[EXERCISE INSTRUCTIONS]: Would you set down all of the entries below exactly as they stand?

[SOURCE RECORDS]:
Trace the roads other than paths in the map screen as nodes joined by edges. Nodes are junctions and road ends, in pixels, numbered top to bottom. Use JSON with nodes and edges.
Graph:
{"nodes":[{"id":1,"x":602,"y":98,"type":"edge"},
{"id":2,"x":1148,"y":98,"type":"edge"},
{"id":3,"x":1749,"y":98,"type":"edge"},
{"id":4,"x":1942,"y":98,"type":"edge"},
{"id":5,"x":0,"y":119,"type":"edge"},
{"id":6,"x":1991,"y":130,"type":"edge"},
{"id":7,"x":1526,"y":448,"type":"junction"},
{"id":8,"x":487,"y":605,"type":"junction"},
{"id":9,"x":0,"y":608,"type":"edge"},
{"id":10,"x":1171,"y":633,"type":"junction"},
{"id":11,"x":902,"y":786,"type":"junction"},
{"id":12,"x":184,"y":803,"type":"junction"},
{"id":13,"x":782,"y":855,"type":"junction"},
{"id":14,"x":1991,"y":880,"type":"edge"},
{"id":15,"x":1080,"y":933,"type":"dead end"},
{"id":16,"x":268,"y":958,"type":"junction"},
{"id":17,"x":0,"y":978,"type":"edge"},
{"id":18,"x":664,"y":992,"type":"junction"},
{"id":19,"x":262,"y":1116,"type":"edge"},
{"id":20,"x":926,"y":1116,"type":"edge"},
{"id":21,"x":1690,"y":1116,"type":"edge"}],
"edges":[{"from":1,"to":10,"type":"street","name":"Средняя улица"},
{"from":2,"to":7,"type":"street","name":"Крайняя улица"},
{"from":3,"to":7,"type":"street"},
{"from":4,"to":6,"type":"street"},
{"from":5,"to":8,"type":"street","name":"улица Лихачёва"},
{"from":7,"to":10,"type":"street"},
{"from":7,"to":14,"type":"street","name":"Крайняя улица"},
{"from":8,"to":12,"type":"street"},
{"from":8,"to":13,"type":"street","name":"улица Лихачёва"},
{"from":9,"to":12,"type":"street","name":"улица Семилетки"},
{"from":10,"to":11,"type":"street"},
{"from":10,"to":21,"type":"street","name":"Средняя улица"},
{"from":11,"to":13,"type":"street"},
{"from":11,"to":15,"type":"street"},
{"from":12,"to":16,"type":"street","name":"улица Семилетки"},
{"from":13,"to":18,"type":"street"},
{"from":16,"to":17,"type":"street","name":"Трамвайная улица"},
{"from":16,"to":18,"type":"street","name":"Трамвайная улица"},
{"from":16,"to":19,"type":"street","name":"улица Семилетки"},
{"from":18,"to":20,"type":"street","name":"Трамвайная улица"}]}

[RESULT FOR THIS TASK]:
Trace the roads other than paths in the map screen as nodes joined by edges. Nodes are junctions and road ends, in pixels, numbered top to bottom. Use JSON with nodes and edges.
Graph:
{"nodes":[{"id":1,"x":602,"y":98,"type":"edge"},
{"id":2,"x":1148,"y":98,"type":"edge"},
{"id":3,"x":1749,"y":98,"type":"edge"},
{"id":4,"x":1942,"y":98,"type":"edge"},
{"id":5,"x":0,"y":119,"type":"edge"},
{"id":6,"x":1991,"y":130,"type":"edge"},
{"id":7,"x":1526,"y":448,"type":"junction"},
{"id":8,"x":487,"y":605,"type":"junction"},
{"id":9,"x":0,"y":608,"type":"edge"},
{"id":10,"x":1171,"y":633,"type":"junction"},
{"id":11,"x":902,"y":786,"type":"junction"},
{"id":12,"x":184,"y":803,"type":"junction"},
{"id":13,"x":782,"y":855,"type":"junction"},
{"id":14,"x":1991,"y":880,"type":"edge"},
{"id":15,"x":1080,"y":933,"type":"dead end"},
{"id":16,"x":268,"y":958,"type":"junction"},
{"id":17,"x":0,"y":978,"type":"edge"},
{"id":18,"x":664,"y":992,"type":"junction"},
{"id":19,"x":262,"y":1116,"type":"edge"},
{"id":20,"x":926,"y":1116,"type":"edge"},
{"id":21,"x":1690,"y":1116,"type":"edge"}],
"edges":[{"from":1,"to":10,"type":"street","name":"Средняя улица"},
{"from":2,"to":7,"type":"street","name":"Крайняя улица"},
{"from":3,"to":7,"type":"street"},
{"from":4,"to":6,"type":"street"},
{"from":5,"to":8,"type":"street","name":"улица Лихачёва"},
{"from":7,"to":10,"type":"street"},
{"from":7,"to":14,"type":"street","name":"Крайняя улица"},
{"from":8,"to":12,"type":"street"},
{"from":8,"to":13,"type":"street","name":"улица Лихачёва"},
{"from":9,"to":12,"type":"street","name":"улица Семилетки"},
{"from":10,"to":11,"type":"street"},
{"from":10,"to":21,"type":"street","name":"Средняя улица"},
{"from":11,"to":13,"type":"street"},
{"from":11,"to":15,"type":"street"},
{"from":12,"to":16,"type":"street","name":"улица Семилетки"},
{"from":13,"to":18,"type":"street"},
{"from":16,"to":17,"type":"street","name":"Трамвайная улица"},
{"from":16,"to":18,"type":"street","name":"Трамвайная улица"},
{"from":16,"to":19,"type":"street","name":"улица Семилетки"},
{"from":18,"to":20,"type":"street","name":"Трамвайная улица"}]}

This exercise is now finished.